|New Bike Advice||Run-Bike|
Sep 30, 2001 9:32 AM
|I ride 120 miles a week on a hybrid and am looking for my first roadbike.I'm a small guy and my local shops don't have anything small enough to test ride. They all want to take my measurements and order a bike.I don't want to spend $1500-1600 on something I haven't riden. I have also been told to get a steel bike over AL because I weigh about 137.I'm open to sugguestions.
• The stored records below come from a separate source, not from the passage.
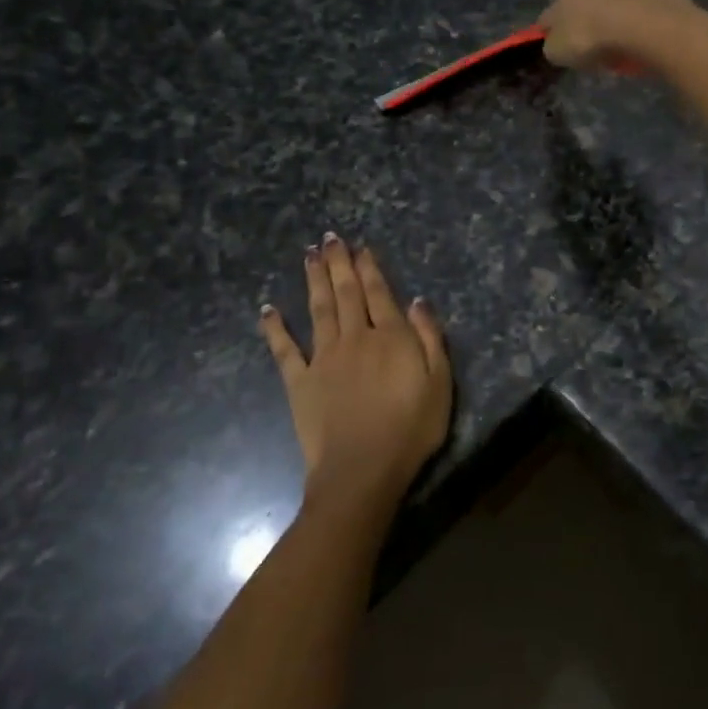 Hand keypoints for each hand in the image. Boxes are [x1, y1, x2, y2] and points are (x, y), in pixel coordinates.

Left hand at [259, 234, 451, 510]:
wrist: (362, 470)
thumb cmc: (410, 429)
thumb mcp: (440, 383)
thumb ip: (430, 339)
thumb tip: (417, 301)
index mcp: (390, 337)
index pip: (378, 292)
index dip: (368, 267)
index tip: (360, 246)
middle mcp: (354, 337)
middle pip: (345, 292)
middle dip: (338, 263)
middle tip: (329, 238)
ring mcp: (323, 358)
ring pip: (318, 309)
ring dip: (313, 280)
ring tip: (308, 255)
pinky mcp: (299, 382)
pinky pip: (284, 350)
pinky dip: (275, 328)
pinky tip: (267, 309)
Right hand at [538, 0, 695, 70]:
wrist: (646, 28)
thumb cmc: (591, 37)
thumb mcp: (557, 51)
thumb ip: (553, 44)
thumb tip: (556, 42)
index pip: (556, 7)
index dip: (556, 29)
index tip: (563, 47)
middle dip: (594, 19)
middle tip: (597, 48)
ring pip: (625, 2)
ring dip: (624, 19)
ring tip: (627, 49)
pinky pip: (653, 12)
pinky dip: (650, 25)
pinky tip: (651, 43) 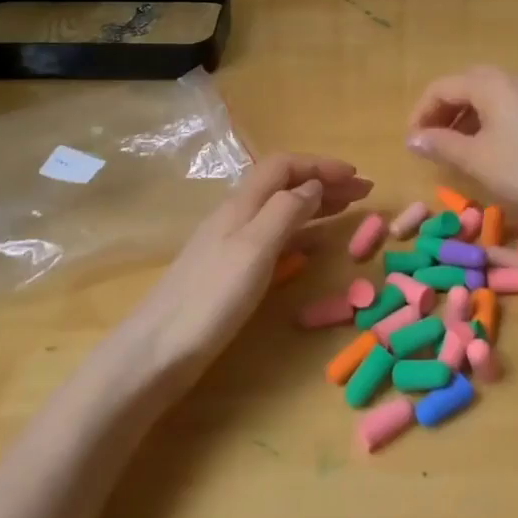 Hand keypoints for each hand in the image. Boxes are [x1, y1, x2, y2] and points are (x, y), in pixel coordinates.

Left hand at [126, 154, 371, 381]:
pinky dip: (299, 231)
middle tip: (363, 192)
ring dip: (314, 203)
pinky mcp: (228, 270)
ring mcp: (229, 242)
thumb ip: (285, 211)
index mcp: (241, 203)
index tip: (357, 176)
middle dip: (324, 182)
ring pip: (279, 208)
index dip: (321, 165)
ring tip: (347, 210)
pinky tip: (310, 245)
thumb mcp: (254, 249)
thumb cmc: (210, 299)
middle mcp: (236, 215)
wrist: (154, 353)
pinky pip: (272, 235)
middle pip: (284, 184)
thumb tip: (313, 184)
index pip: (285, 165)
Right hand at [405, 67, 517, 225]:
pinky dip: (488, 121)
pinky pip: (507, 105)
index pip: (442, 87)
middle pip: (465, 86)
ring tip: (454, 149)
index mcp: (489, 82)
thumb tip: (413, 138)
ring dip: (465, 117)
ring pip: (488, 96)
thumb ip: (440, 144)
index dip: (421, 112)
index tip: (412, 142)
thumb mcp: (476, 159)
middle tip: (430, 142)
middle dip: (443, 112)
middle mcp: (511, 77)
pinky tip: (487, 148)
Should I save more money and get a carbon fiber bike?|
|re: New Bike Advice||Akirasho|
Sep 30, 2001 10:17 AM
|... by all means, let the shop take the measurments (they usually charge a nominal fee which goes towards the cost of a bike if you buy from them)... generally, ordering a bike in your size does not commit you to a purchase... the shop is increasing their inventory in the hopes that you (or someone else) will purchase said ride. Make sure you and the shop are on the same page...
Also, try other shops if you can... even if you've got to travel a bit (It's the end of the season for most of us so you might as well shop around for year end buys or see what's coming from Interbike).
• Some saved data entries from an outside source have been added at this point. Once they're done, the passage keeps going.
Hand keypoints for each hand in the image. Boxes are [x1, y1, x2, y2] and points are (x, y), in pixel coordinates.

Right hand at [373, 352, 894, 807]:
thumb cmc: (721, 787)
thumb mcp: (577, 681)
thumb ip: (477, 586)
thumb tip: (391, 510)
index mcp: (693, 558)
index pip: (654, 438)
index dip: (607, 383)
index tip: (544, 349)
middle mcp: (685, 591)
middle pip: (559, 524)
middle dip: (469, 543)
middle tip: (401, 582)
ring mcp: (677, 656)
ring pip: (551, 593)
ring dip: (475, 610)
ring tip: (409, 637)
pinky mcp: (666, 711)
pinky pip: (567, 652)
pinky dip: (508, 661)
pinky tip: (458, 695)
As far as materials are concerned, you'll get a debate... you'll be the better judge of what works for you by test riding as many different frames as you can. Not all small riders find Al (lots of options) harsh... not all large riders find steel (lots of options) whippy.
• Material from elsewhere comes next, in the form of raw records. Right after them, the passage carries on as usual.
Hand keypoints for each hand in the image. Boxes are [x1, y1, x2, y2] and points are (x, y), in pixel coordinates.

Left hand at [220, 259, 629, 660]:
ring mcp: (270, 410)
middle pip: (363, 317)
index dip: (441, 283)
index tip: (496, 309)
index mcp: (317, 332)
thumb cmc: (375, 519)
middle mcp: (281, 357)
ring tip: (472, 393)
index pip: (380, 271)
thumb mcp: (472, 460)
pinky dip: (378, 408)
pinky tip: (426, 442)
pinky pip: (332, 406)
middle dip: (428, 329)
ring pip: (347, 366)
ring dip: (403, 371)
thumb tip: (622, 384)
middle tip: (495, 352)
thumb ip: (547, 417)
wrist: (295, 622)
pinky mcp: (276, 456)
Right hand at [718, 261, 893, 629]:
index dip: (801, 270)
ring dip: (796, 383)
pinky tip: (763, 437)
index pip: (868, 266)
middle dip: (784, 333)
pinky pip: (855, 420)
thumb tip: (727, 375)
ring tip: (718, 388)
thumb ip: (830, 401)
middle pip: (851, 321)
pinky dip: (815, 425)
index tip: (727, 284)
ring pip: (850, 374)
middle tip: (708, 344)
Tis true that the frame (and it's construction and materials) are the heart and soul of a bike... and the properties vary by make, manufacturer, geometries and type... so a blanket "buy carbon" won't work.
If you've got $1500+ to spend, then you've got lots of options... the vast majority of them are good ones.
Remain In Light.
|Call Gary Hobbs||Highgear|
Sep 30, 2001 10:43 AM
|You can discuss your wants with someone that has lots of experience and could help you with fit. He has the best deals around. My friend purchased a Casati with Campagnolo Daytona 10 speed for around $1200 total from him. The Casati is a beautifully made Italian frame. I don't think you could do better at a shop. This is a link to his web site. http://www.gvhbikes.com|
|How small a guy?||jtolleson|
Sep 30, 2001 11:27 AM
|Assuming you aren't under, say, 5'2", I'm surprised your shop doesn't have anything small enough. Are you in a small town, or visiting a mt-bike-oriented LBS?
I'd second the steel recommendation. Frame materials are hotly debated here, and you (and I) will no doubt be reminded that plenty of things influence frame feel, including quality, geometry, fork, and wheels. But as a general matter, you'll feel more comfortable over long rides on steel as a lighter rider. And frankly, I'd still with steel and skip the carbon, but you'll find lots of folks here that feel differently.
Assuming that you are looking at larger manufacturers easily available to your LBS, when you say $1500 and "steel" I like either Lemond or Bianchi, hands down. In that price range you should be able to get Ultegra components and a decent wheelset.
Ditto on the suggestion to let them measure for fit and order, so long as they'll agree that you aren't obligated to buy it if you don't like it.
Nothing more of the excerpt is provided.